§ **Exercise brief**
Each line below with the word "name" needs to be copied.

§ **Information given**

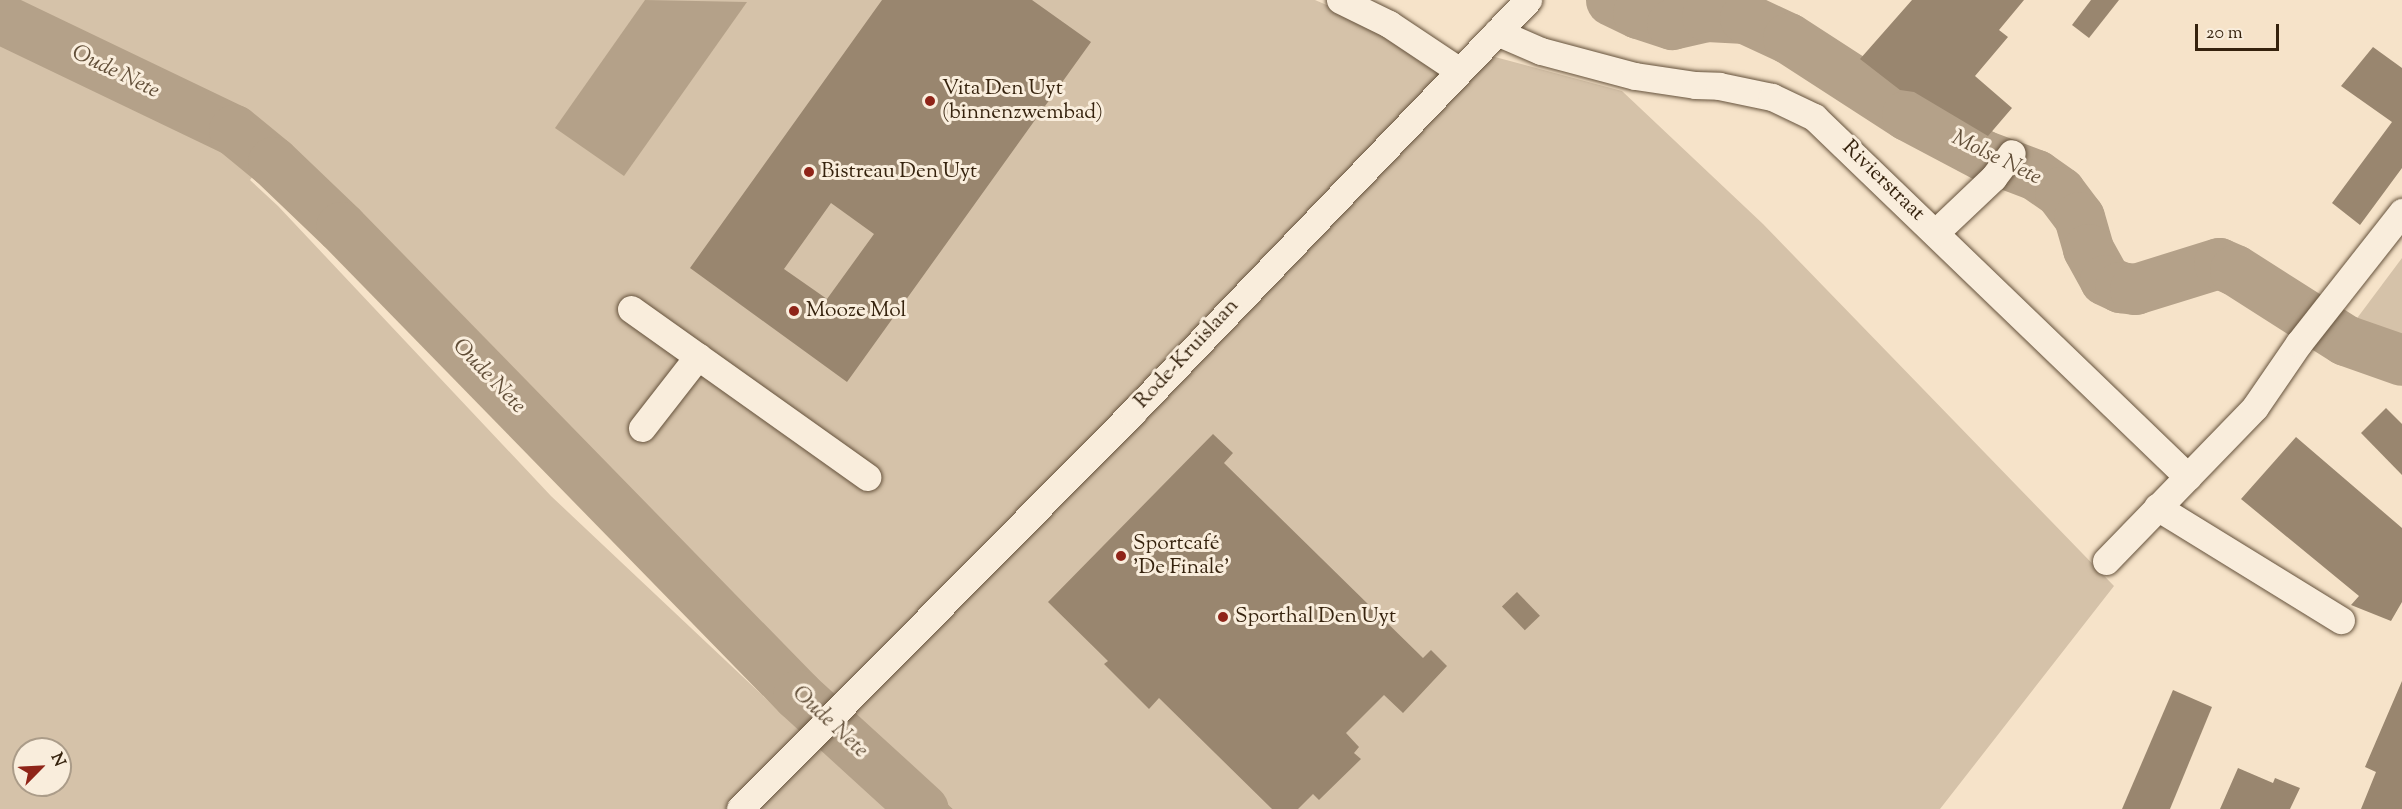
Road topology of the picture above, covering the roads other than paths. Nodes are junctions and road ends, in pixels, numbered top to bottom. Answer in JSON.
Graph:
{"nodes":[{"id":1,"x":1340,"y":0,"type":"edge"},
{"id":2,"x":1528,"y":0,"type":"edge"},
{"id":3,"x":1497,"y":32,"type":"junction"},
{"id":4,"x":1458,"y":70,"type":"junction"},
{"id":5,"x":2012,"y":153,"type":"dead end"},
{"id":6,"x":2402,"y":212,"type":"edge"},
{"id":7,"x":1936,"y":232,"type":"junction"},
{"id":8,"x":631,"y":309,"type":"dead end"},
{"id":9,"x":698,"y":356,"type":"junction"},
{"id":10,"x":642,"y":428,"type":"dead end"},
{"id":11,"x":867,"y":477,"type":"dead end"},
{"id":12,"x":2188,"y":477,"type":"junction"},
{"id":13,"x":2157,"y":507,"type":"junction"},
{"id":14,"x":2106,"y":561,"type":"dead end"},
{"id":15,"x":2341,"y":620,"type":"dead end"},
{"id":16,"x":740,"y":809,"type":"edge"}],
"edges":[{"from":1,"to":4,"type":"street"},
{"from":2,"to":3,"type":"street","name":"Rode-Kruislaan"},
{"from":3,"to":4,"type":"street","name":"Rode-Kruislaan"},
{"from":3,"to":7,"type":"street","name":"Rivierstraat"},
{"from":4,"to":16,"type":"street","name":"Rode-Kruislaan"},
{"from":5,"to":7,"type":"street"},
{"from":6,"to":12,"type":"street"},
{"from":7,"to":12,"type":"street","name":"Rivierstraat"},
{"from":8,"to":9,"type":"street"},
{"from":9,"to":10,"type":"street"},
{"from":9,"to":11,"type":"street"},
{"from":12,"to":13,"type":"street"},
{"from":13,"to":14,"type":"street"},
{"from":13,"to":15,"type":"street"}]}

§ **Task response**
{"from":2,"to":3,"type":"street","name":"Rode-Kruislaan"},
{"from":3,"to":4,"type":"street","name":"Rode-Kruislaan"},
{"from":3,"to":7,"type":"street","name":"Rivierstraat"},
{"from":4,"to":16,"type":"street","name":"Rode-Kruislaan"},
{"from":7,"to":12,"type":"street","name":"Rivierstraat"},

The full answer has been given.